Bring together all lines from the listing below that contain the string "highway".

+ + + + +

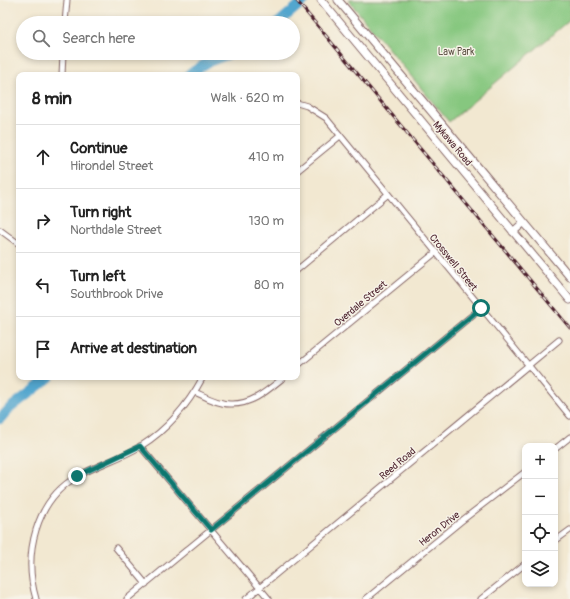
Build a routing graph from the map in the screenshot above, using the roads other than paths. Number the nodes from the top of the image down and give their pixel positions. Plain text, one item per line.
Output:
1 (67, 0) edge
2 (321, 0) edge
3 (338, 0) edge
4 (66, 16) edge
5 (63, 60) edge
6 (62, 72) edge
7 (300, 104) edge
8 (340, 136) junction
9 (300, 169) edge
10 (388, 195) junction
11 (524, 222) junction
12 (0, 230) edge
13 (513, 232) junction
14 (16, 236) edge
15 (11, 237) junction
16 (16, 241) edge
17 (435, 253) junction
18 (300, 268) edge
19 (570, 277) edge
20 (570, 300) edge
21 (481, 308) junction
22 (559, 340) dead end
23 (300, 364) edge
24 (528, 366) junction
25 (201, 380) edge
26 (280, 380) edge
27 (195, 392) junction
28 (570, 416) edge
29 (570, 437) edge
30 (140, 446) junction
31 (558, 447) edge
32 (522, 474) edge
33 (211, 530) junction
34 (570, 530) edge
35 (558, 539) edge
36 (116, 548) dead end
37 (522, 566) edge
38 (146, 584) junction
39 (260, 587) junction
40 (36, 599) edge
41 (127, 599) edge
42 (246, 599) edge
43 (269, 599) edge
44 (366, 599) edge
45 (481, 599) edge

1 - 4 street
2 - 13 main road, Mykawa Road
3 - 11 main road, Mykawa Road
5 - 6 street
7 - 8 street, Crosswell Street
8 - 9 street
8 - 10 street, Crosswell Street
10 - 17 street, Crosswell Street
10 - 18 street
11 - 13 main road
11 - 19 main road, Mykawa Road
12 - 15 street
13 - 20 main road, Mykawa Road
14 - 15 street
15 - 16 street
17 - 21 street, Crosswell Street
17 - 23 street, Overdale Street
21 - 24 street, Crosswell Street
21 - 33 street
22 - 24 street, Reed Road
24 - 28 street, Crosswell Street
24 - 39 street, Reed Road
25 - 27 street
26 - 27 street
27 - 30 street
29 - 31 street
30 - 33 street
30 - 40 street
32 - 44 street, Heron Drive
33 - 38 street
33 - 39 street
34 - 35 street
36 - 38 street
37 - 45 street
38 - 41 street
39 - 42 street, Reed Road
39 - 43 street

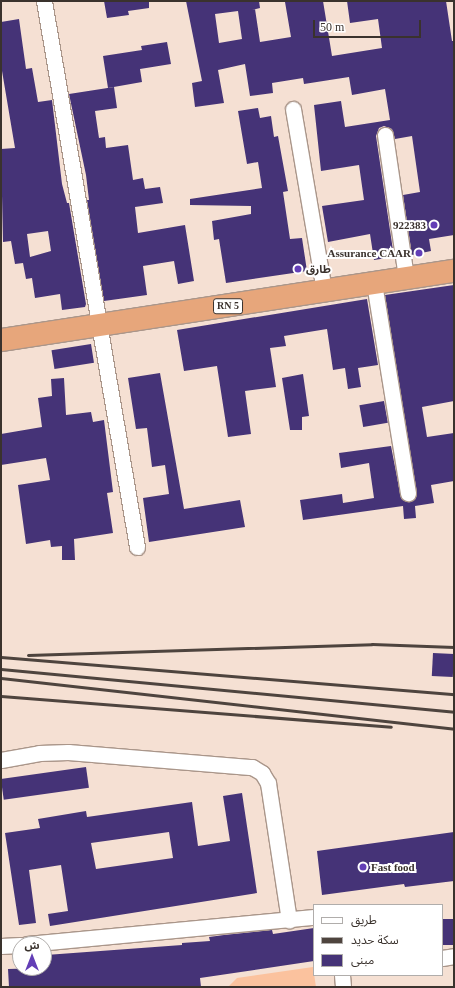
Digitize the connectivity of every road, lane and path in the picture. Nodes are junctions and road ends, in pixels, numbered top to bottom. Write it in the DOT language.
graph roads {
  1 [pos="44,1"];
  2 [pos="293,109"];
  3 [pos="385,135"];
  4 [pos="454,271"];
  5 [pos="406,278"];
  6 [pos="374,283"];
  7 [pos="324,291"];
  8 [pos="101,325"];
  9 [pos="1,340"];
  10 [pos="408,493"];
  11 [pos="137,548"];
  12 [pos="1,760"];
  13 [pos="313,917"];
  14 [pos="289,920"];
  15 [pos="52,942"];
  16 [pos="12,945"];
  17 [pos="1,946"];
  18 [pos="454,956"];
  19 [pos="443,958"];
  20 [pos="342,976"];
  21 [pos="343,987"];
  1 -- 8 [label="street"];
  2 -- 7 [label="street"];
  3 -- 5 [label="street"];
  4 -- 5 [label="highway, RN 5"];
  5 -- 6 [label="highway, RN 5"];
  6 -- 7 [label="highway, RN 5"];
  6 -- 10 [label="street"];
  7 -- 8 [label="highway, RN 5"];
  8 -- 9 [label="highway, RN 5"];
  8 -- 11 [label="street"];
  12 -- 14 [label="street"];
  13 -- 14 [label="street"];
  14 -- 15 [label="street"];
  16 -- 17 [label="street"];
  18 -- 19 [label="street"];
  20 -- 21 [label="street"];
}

+ + + + +

● **Result**
  4 -- 5 [label="highway, RN 5"];
  5 -- 6 [label="highway, RN 5"];
  6 -- 7 [label="highway, RN 5"];
  7 -- 8 [label="highway, RN 5"];
  8 -- 9 [label="highway, RN 5"];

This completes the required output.